We took the elevator from the bowels of the parking garage, rose upward and stared transfixed as the doors slid open before us.
Live Chinese singers had set up camp at the Chinatown Entrance, their melancholy tune coupled with the twang of lutes serving as a soundtrack of sorts for the rest of our visit.
When we arrived in Chinatown, it was a breezy, sunny day. We were surrounded by small shops and boutiques displaying everything from jade statues, to pearl jewelry, to silk dresses, to herbal medicines.
Even though Chinatown is a popular tourist destination, most of the people we saw bustling about, as well as busy shop owners and restaurateurs, were all of Asian descent, and carrying on with their everyday business. In other words, being there was a lot like being in another country—maybe not quite China, but it sure didn’t feel like we were in San Francisco anymore!
BEING THERE WAS A LOT LIKE BEING IN ANOTHER COUNTRY—MAYBE NOT QUITE CHINA, BUT IT SURE DIDN’T FEEL LIKE WE WERE IN SAN FRANCISCO ANYMORE!
The shop and restaurant signs are mostly in Chinese, with very little English. It was pretty cool, as it lent more of an authentic feel to the whole experience.
We took Pumpkin and Peanut with us and things went smoothly. Here is what we did.
WATCH THE WEATHER
Since we were planning on being outdoors the whole time, we knew we had to strike a balance between sunny and humid, and cold and foggy. The day we chose to visit Chinatown was a blend of both. Nevertheless, make sure to bring along hats and sweaters, and to dress yourselves and the kids in layers.
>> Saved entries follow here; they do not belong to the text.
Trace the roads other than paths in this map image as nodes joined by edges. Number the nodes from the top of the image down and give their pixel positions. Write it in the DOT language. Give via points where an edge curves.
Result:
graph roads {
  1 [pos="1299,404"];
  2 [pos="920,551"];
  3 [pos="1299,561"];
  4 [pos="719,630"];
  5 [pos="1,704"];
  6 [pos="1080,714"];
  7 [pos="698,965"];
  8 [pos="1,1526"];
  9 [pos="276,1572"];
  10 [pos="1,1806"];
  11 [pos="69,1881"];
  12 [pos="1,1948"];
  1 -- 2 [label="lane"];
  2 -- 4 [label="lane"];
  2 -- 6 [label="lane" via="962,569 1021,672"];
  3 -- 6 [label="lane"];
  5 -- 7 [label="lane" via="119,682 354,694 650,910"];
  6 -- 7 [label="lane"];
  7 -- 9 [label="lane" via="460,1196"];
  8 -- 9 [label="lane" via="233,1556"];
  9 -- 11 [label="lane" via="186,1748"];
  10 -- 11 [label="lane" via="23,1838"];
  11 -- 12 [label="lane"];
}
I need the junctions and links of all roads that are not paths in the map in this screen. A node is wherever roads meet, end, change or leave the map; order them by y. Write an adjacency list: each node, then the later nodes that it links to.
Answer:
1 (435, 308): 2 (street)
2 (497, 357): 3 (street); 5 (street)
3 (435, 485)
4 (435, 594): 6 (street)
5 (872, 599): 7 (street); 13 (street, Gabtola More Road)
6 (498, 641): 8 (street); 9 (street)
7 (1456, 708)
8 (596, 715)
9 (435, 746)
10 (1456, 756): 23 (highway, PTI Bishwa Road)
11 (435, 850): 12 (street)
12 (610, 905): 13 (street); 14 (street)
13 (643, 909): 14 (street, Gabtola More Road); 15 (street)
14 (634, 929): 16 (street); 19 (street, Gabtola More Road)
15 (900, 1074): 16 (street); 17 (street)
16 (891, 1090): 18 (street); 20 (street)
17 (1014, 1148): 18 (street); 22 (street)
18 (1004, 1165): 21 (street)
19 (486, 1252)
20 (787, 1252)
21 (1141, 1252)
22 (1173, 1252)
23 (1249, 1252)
TAKE YOUR CAR AND USE THE UNDERGROUND PARKING
While public transportation is big in the Bay Area, taking your car can be more convenient when traveling with kids. There is a parking garage conveniently located near the Chinatown Entrance.
GO AFTER LUNCH
We decided that we would all eat lunch at home before leaving the house in the afternoon, instead of going in the morning. Why? That way we could (and did) take our time touring around, without feeling as though we needed to rush home for lunch. Also, we didn’t know about any restaurants in the area, or even if the kids would eat there. It was one less headache for us to deal with, and we were also able to walk off our lunch. Win-win!
The streets of Chinatown (and much of downtown San Francisco) can be quite steep. This will prove to be a good workout for you, but keep this in mind when little ones are walking with you. Which leads me to…
USE A STROLLER
We put the kids in their stroller, and it was a good decision. As adults, the walk might tire us out with the steepness of the streets, so imagine what a child might feel. The kids were so taken with the colorful sights all around us, that Pumpkin didn’t even complain once, and Peanut actually fell asleep during our walk.
IF YOUR KIDS ARE YOUNG, DON’T ENTER ANY SHOPS
We didn’t enter any shops for two reasons: our stroller was too big, and the kids definitely would have pulled items off the shelves. The shops in Chinatown are pretty small, with items stacked on tables, racks, walls, and even on the floor. It’s great for the bargain hunter, but if your kids are with you, it’s better if you and the other adults with you take turns going inside.
BE PRUDENT WITH THE CAMERA
Chinatown may feel like some ethnic display at a museum, frozen in time and space where other may gawk. Nothing could be further from the truth. Chinatown is a living breathing borough, with residents coming and going, completing errands or running their businesses. Some shopkeepers may balk at you trying to get a photo of them, so remember to be discreet.
STOP BY THE PLAYGROUND
Yes, there is a large playground in Portsmouth Square near the parking garage, complete with jungle gyms, monkey bars and other equipment. It’s a great way for your little ones to stretch their legs after sitting for a while.
All in all, it was a great day. Going to Chinatown is a fun way to feel like you’ve gone halfway around the globe and back—in just a few hours!